The aforementioned blue sheet had my number on one side and the scoring system on the other. Essentially, contestants are judged on taste, appearance, creativity, food knowledge and quality of ingredients. In addition, there was room for judges to add comments about personal stories and aspirations of each of the contestants. The main food judges were the executive producers of Masterchef USA. Other judges included a number involved in the Canadian production. Since I was at the first table, the judges got to me soon. She confirmed my use of homemade tortillas, cut my shrimp to check if it was cooked and asked me if I used three different sauces. I boasted yes, yes and yes. The second judge asked me about the shrimp and I told her about my corn pop coating. She said it sounded that something David Chang would do. That comment alone was like scoring a birdie during a shitty round of golf…anything else didn’t matter.
So, after an extensive judging period in which not a single judge tasted anything I made, deliberations began. It was like waiting for a court decision. My row speculated that the longer it took, the more likely we were to go through. In the meantime, we wandered around the room and admired each other’s dishes. There was chocolate ravioli, ceviches, tartares, a whole pork roast with three sauces, gluten free cupcakes, ribs and all sorts of other things. After about 30 minutes, they returned and instructed us to either return to the holding room for further interviews if we made it or take the walk of shame out the front door and back to the mundane life of cooking without fanfare and pressure if we didn’t.

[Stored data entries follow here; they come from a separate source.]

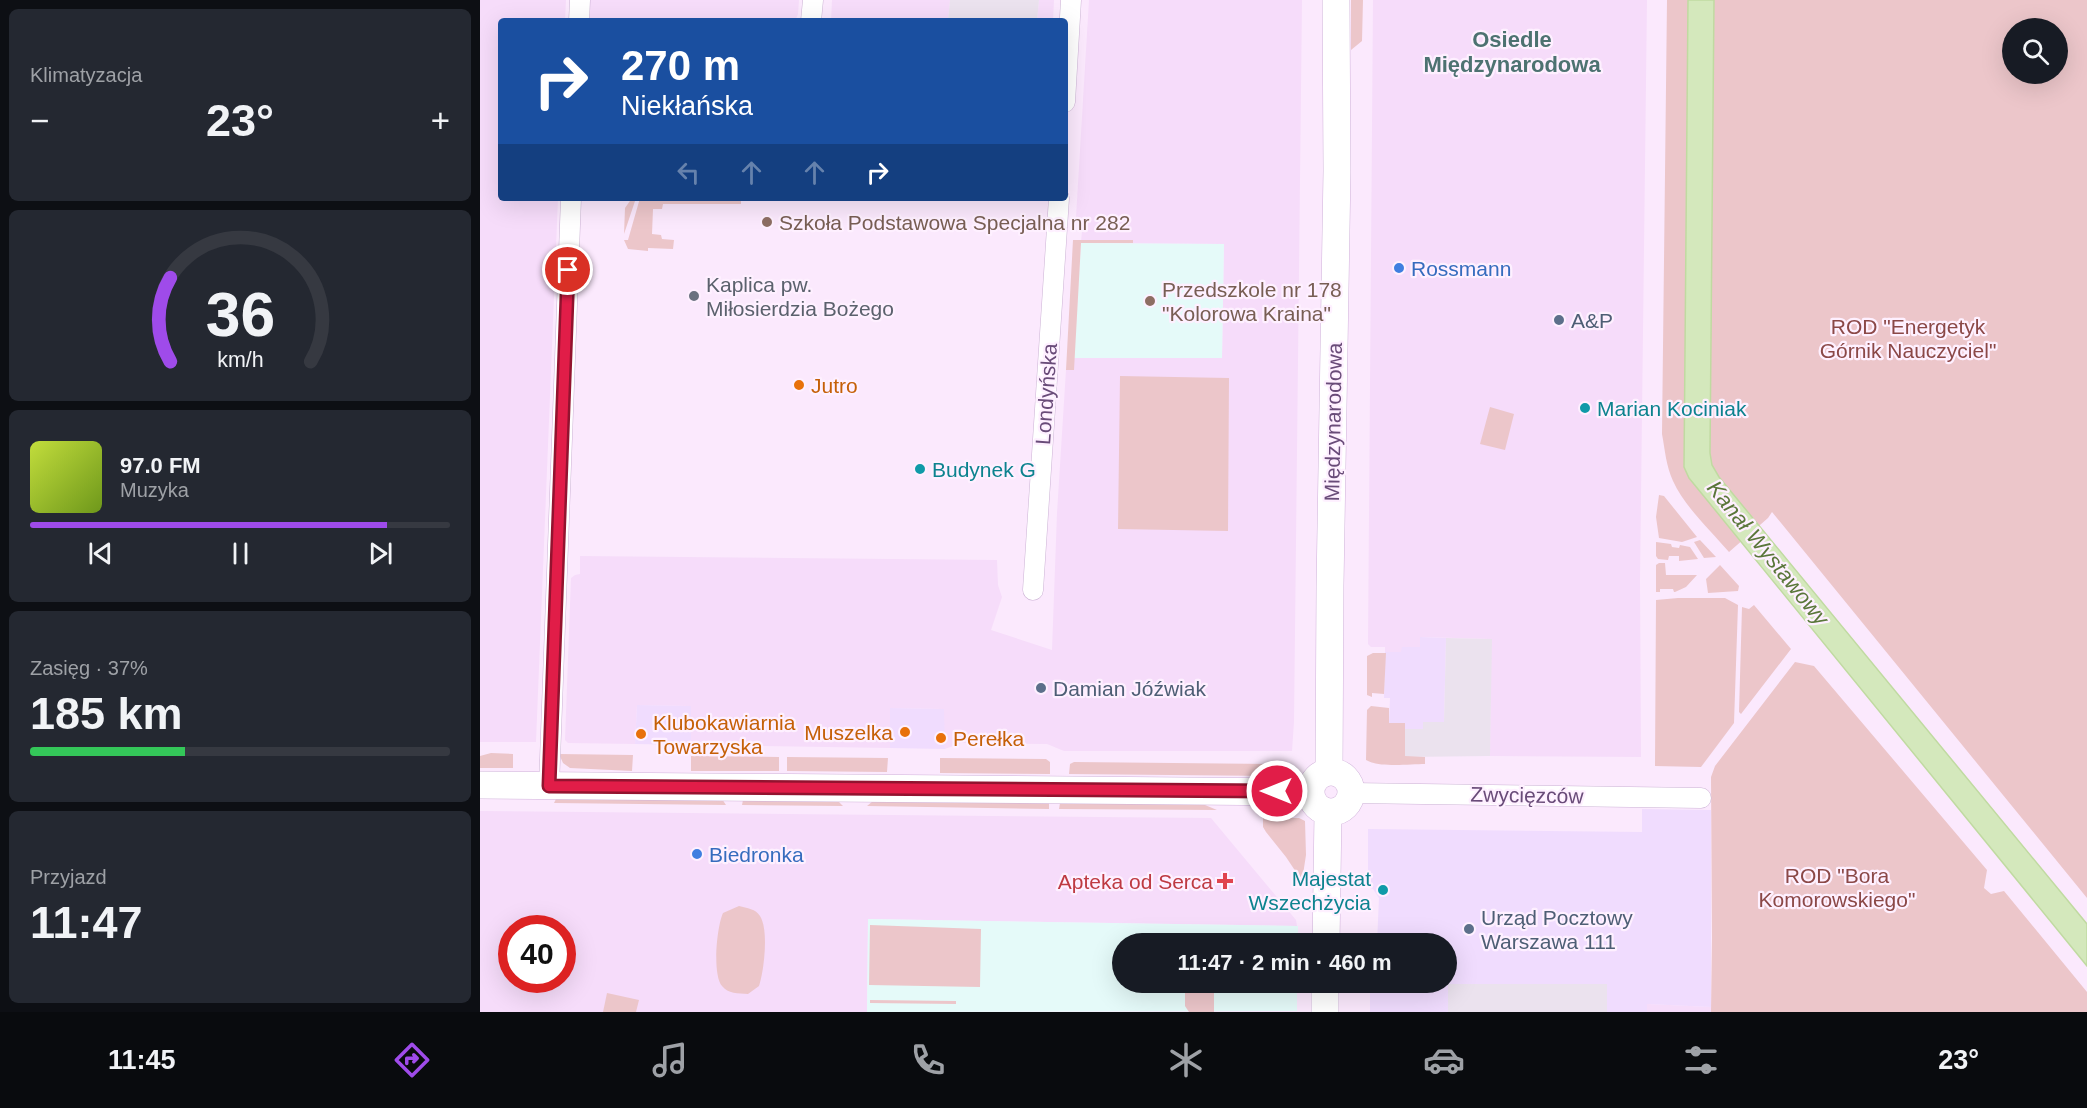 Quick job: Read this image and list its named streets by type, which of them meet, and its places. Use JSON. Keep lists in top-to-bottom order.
{
  "streets": {
    "street": ["Londyńska", "Międzynarodowa", "Zwycięzców"]
  },
  "crossings": [
    ["Międzynarodowa", "Zwycięzców"]
  ],
  "districts": ["Osiedle Międzynarodowa"],
  "water": ["Kanał Wystawowy"],
  "parks": ["ROD \"Energetyk Górnik Nauczyciel\"", "ROD \"Bora Komorowskiego\""],
  "places": {
    "other": [
      "Szkoła Podstawowa Specjalna nr 282",
      "Rossmann",
      "Kaplica pw. Miłosierdzia Bożego",
      "Przedszkole nr 178 \"Kolorowa Kraina\"",
      "A&P",
      "Jutro",
      "Marian Kociniak",
      "Budynek G",
      "Damian Jóźwiak",
      "Muszelka",
      "Klubokawiarnia Towarzyska",
      "Perełka",
      "Biedronka",
      "Majestat Wszechżycia",
      "Urząd Pocztowy Warszawa 111"
    ],
    "health": ["Apteka od Serca"]
  },
  "page": {
    "tile": [
      "Klimatyzacja",
      ["Zasięg · 37%", "185 km"],
      ["Przyjazd", "11:47"]
    ],
    "turn": ["270 m", "Niekłańska"],
    "heat": ["−", "23°", "+"],
    "song": ["97.0 FM", "Muzyka"],
    "limit": "40",
    "trip": "11:47 · 2 min · 460 m",
    "tabs": ["11:45", "23°"],
    "gauge": ["36", "km/h"]
  }
} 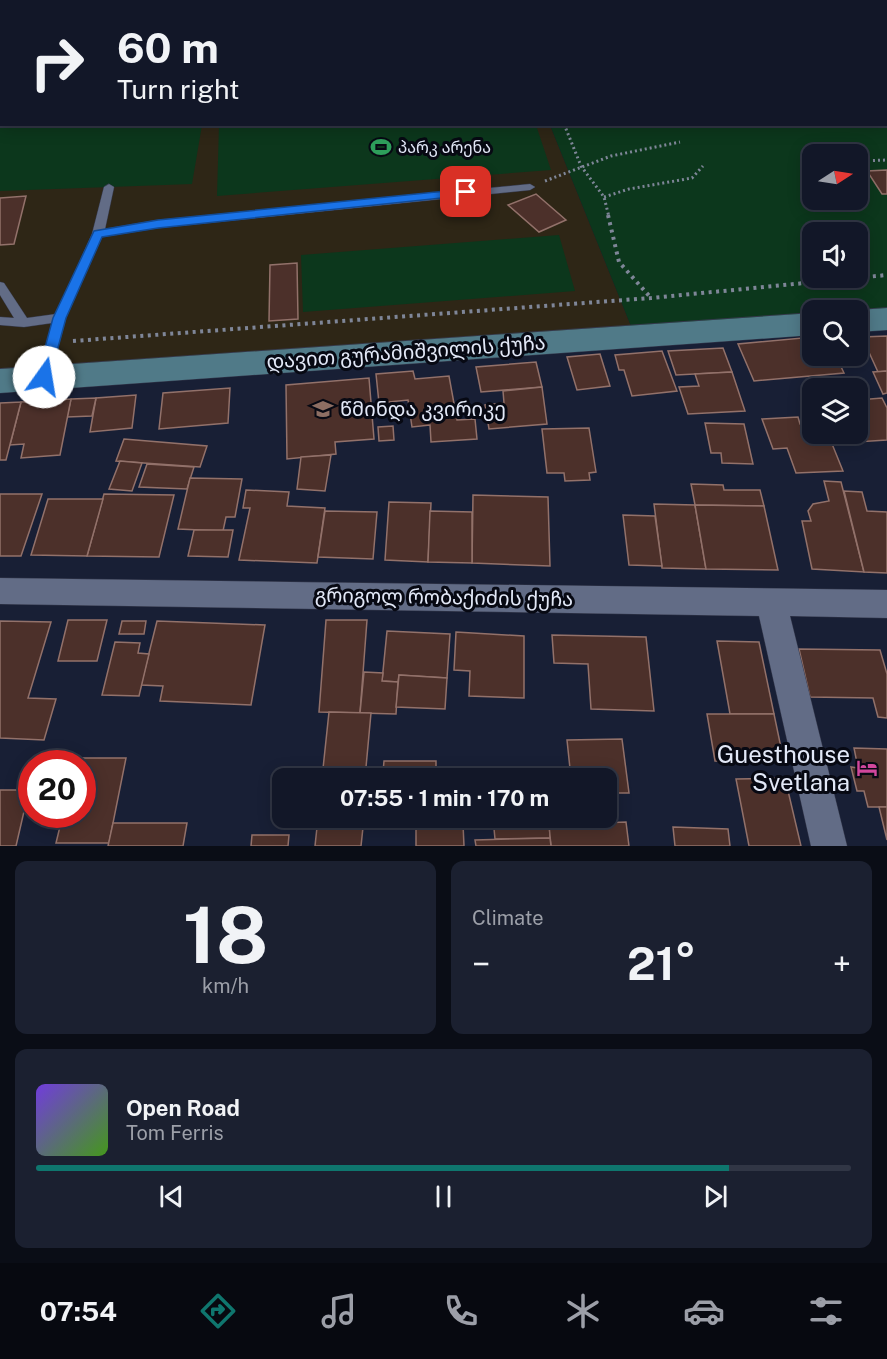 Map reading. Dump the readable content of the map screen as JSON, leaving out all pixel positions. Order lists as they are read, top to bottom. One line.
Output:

In the end, I was dismissed. I think the most frustrating part was not having any idea why. Was it my boring story about cooking in a way that will appeal to my kids? Was it the fact I opted for street food as opposed to something more refined? Whatever it was, it wasn’t the taste because..well….they didn’t taste it.
I’m looking forward to the show which should air in January, hoping I recognize a few of the finalists. Although I won’t be one of them, I can tell those around me that I would have made it if my hair was blue , if they actually tasted my food or if I made something more refined (as they smile at you while thinking in their heads.. “You must have been really bad because I can’t believe that schmuck went further than you did). In the end, it was a fun experience and I can honesty say there are no sour grapes, although I may use them should I choose to try out next year. Roasted venison with a sour grape reduction on a bed of quinoa and woodland mushrooms…I like the sound of that.